Theydontwantme · 05/11/2025 21:07

So what does it come down to, some people just aren’t that nice to be around for whatever reason. I get tired of making allowances because I know my mum didn’t have a great childhood herself but now we all have to suffer.

You're not in contact any more, and your siblings and nieces/ nephews are not in contact with her either, so you get on with your lives. Your parent isn't your responsibility especially as she's capable of looking after herself. It's entirely possible that it isn't her fault, or isn't wholly her fault, that ahe is as she is - but that doesn't make it your responsibility.

You mentioned that all her children and grandchildren have cut her out, so surely you can all have your own family gatherings etc.

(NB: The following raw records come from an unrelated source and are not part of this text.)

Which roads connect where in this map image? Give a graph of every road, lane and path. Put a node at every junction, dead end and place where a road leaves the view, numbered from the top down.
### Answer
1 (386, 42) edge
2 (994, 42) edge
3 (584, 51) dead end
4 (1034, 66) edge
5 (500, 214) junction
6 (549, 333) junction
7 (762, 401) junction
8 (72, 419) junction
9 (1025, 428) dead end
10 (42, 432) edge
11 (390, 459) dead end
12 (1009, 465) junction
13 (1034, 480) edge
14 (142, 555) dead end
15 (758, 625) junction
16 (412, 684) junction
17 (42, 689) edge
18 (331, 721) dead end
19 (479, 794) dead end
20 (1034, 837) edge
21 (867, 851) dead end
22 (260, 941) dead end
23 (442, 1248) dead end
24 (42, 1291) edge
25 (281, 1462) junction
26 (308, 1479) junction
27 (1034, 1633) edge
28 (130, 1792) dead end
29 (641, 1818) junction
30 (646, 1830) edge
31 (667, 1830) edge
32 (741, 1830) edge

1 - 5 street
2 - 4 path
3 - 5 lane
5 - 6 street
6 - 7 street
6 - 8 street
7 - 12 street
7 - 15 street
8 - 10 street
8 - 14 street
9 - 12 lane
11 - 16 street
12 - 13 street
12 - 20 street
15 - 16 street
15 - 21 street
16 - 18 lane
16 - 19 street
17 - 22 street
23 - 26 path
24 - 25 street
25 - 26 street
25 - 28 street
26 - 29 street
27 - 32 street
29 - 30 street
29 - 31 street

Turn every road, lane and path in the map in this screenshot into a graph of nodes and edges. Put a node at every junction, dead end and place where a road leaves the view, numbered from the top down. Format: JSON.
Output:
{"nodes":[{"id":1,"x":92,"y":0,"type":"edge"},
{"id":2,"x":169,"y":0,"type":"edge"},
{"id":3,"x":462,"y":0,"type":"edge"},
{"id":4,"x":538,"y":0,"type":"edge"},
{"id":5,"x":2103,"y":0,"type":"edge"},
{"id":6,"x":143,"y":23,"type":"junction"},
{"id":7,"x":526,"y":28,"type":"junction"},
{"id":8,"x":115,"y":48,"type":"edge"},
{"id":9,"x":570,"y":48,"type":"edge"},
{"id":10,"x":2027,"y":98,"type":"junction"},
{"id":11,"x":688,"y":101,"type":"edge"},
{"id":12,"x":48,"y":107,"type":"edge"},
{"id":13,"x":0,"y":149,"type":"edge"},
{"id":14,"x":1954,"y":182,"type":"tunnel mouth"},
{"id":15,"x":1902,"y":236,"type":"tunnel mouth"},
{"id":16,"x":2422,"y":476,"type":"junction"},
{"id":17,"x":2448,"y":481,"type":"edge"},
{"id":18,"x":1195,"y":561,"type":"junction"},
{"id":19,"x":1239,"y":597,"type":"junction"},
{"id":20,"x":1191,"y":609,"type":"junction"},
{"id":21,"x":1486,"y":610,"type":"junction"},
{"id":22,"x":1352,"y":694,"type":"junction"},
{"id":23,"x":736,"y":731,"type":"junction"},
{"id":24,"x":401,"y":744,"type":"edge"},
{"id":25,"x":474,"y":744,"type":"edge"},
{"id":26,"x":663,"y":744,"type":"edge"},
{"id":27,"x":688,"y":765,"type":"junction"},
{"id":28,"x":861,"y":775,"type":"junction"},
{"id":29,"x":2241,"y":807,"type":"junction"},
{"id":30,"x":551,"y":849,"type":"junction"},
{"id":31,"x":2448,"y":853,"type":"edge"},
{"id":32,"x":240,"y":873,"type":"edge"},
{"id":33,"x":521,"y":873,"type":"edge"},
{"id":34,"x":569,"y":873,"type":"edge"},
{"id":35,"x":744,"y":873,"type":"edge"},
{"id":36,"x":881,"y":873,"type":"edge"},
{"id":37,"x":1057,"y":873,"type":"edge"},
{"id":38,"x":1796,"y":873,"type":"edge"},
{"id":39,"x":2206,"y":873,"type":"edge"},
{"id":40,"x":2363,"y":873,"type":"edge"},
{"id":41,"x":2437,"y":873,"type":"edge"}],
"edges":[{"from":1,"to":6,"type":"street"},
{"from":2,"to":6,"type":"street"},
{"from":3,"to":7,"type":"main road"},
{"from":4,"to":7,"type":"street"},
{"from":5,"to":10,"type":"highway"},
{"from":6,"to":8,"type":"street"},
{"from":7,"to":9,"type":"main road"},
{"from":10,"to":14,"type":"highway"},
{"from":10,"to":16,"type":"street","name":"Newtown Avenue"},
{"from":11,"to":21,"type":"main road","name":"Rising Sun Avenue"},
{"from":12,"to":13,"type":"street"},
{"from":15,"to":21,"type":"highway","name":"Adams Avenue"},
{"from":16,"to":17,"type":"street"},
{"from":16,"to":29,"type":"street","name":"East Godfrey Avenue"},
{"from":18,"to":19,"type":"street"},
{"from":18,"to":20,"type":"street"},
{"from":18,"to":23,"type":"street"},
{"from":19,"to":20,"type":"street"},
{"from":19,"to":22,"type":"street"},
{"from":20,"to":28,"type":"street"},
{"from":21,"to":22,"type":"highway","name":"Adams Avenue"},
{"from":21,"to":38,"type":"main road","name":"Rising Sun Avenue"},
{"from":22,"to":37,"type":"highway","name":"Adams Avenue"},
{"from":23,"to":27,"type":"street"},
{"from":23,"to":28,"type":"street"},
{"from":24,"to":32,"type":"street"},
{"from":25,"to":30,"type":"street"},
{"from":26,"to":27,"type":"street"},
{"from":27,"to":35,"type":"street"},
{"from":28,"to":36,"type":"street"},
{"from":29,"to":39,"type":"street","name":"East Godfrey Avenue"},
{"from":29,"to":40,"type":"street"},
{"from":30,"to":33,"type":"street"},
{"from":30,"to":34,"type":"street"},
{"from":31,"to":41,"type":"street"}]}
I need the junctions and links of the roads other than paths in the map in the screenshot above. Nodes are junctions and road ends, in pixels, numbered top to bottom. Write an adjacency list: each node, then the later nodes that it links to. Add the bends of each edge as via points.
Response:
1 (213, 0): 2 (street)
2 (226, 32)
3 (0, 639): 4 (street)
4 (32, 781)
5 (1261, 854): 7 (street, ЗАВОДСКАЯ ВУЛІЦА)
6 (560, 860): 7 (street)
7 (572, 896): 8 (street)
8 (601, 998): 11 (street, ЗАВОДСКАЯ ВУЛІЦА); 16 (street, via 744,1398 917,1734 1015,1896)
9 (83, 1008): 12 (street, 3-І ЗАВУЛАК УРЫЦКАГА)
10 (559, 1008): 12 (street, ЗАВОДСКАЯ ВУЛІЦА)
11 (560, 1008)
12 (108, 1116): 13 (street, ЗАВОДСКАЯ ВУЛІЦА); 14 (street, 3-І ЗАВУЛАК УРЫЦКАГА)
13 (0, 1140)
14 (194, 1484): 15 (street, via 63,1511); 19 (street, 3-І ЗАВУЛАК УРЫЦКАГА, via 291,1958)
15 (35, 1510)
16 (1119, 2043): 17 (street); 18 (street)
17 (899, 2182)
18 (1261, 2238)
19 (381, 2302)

I'm not usually the first to suggest therapy, but perhaps you could talk through your feelings with someone neutral - perhaps in the context of grieving the mother you didn't have, rather than ruminating on why she is as she is or why you got that mother.

I am curious about how you're so sure of her diagnosis - does she have a personality disorder diagnosed which she is open about or you have found out about? Or is it your armchair diagnosis in which case it easily could be something other than a personality disorder? In the end it doesn't matter though, your problem is how to move on.

Do you live very close to your mother? You're no contact and so are your siblings but you still seem to be very aware of what she's doing and saying. Perhaps let mutual aquatintences know that you don't want updates.

Theydontwantme · 05/11/2025 21:53

There is no formal diagnosis. There is nothing wrong with her, she doesn’t want emotional intimate relationships with anyone, she thinks it’s all nonsense.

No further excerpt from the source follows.